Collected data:

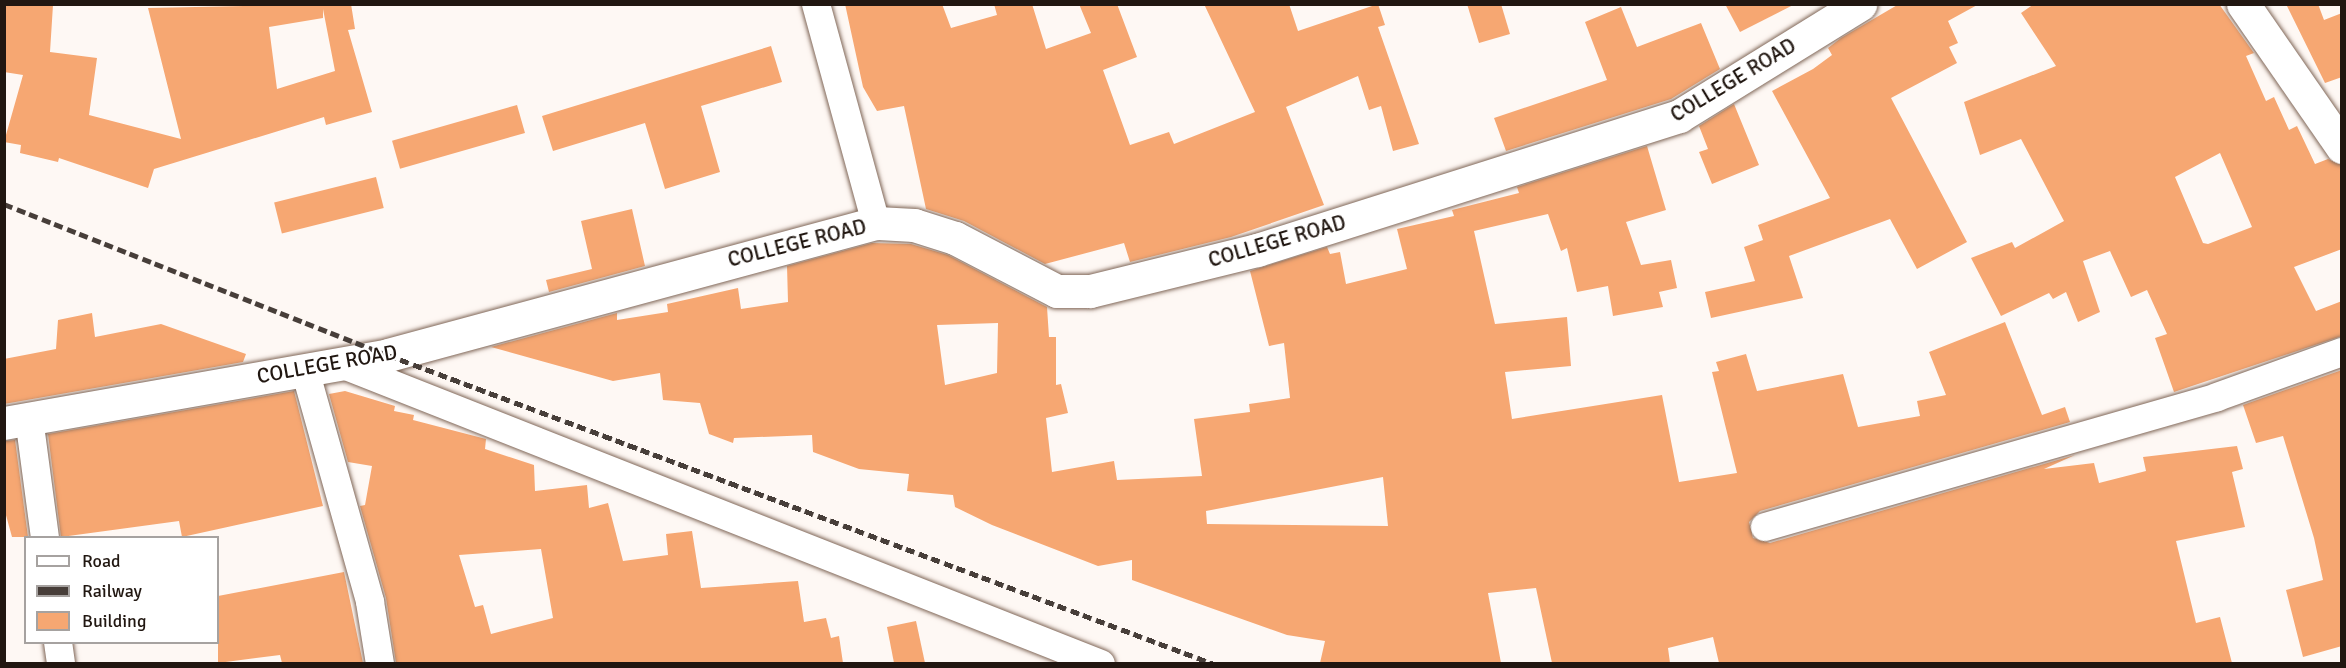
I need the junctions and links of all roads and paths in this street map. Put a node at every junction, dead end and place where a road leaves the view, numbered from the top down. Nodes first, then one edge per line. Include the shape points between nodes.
1 (816, 4) edge
2 (1860, 4) edge
3 (2243, 4) edge
4 (2342, 147) edge
5 (876, 223) junction
6 (2342, 352) edge
7 (341, 364) junction
8 (305, 370) junction
9 (17, 420) edge
10 (1765, 527) dead end
11 (45, 536) edge
12 (58, 644) edge
13 (61, 663) edge
14 (380, 663) edge
15 (1101, 663) edge

1 - 5 street
2 - 5 street, COLLEGE ROAD via 1679,116 1257,250 1090,291 1057,291 955,238 914,225
3 - 4 street
5 - 7 street, COLLEGE ROAD
6 - 10 street via 2217,397
7 - 8 street, COLLEGE ROAD
7 - 15 street
8 - 9 street, COLLEGE ROAD
8 - 14 street via 370,602
9 - 11 street
12 - 13 street

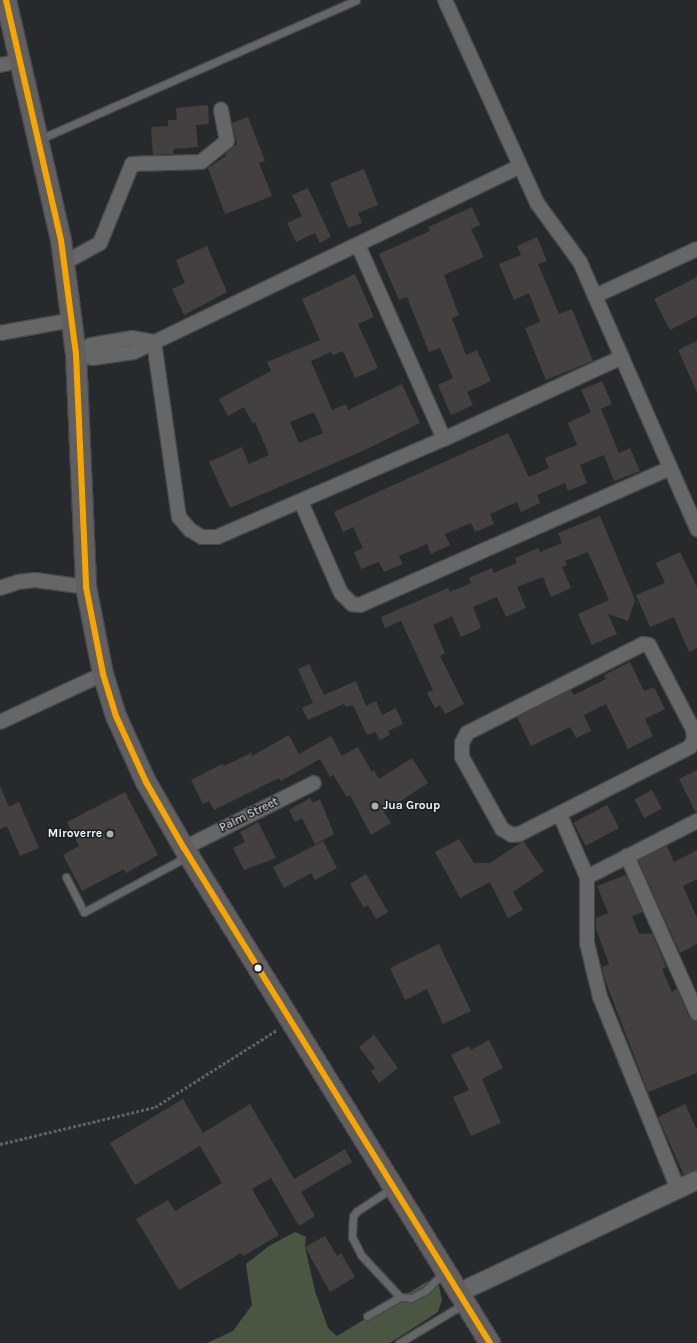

▸ Your goal
Please repeat the entries exactly. Do not include the pictures.

▸ Response for this exercise
I need the junctions and links of all roads and paths in this street map. Put a node at every junction, dead end and place where a road leaves the view, numbered from the top down. Nodes first, then one edge per line. Include the shape points between nodes.
1 (816, 4) edge
2 (1860, 4) edge
3 (2243, 4) edge
4 (2342, 147) edge
5 (876, 223) junction
6 (2342, 352) edge
7 (341, 364) junction
8 (305, 370) junction
9 (17, 420) edge
10 (1765, 527) dead end
11 (45, 536) edge
12 (58, 644) edge
13 (61, 663) edge
14 (380, 663) edge
15 (1101, 663) edge

1 - 5 street
2 - 5 street, COLLEGE ROAD via 1679,116 1257,250 1090,291 1057,291 955,238 914,225
3 - 4 street
5 - 7 street, COLLEGE ROAD
6 - 10 street via 2217,397
7 - 8 street, COLLEGE ROAD
7 - 15 street
8 - 9 street, COLLEGE ROAD
8 - 14 street via 370,602
9 - 11 street
12 - 13 street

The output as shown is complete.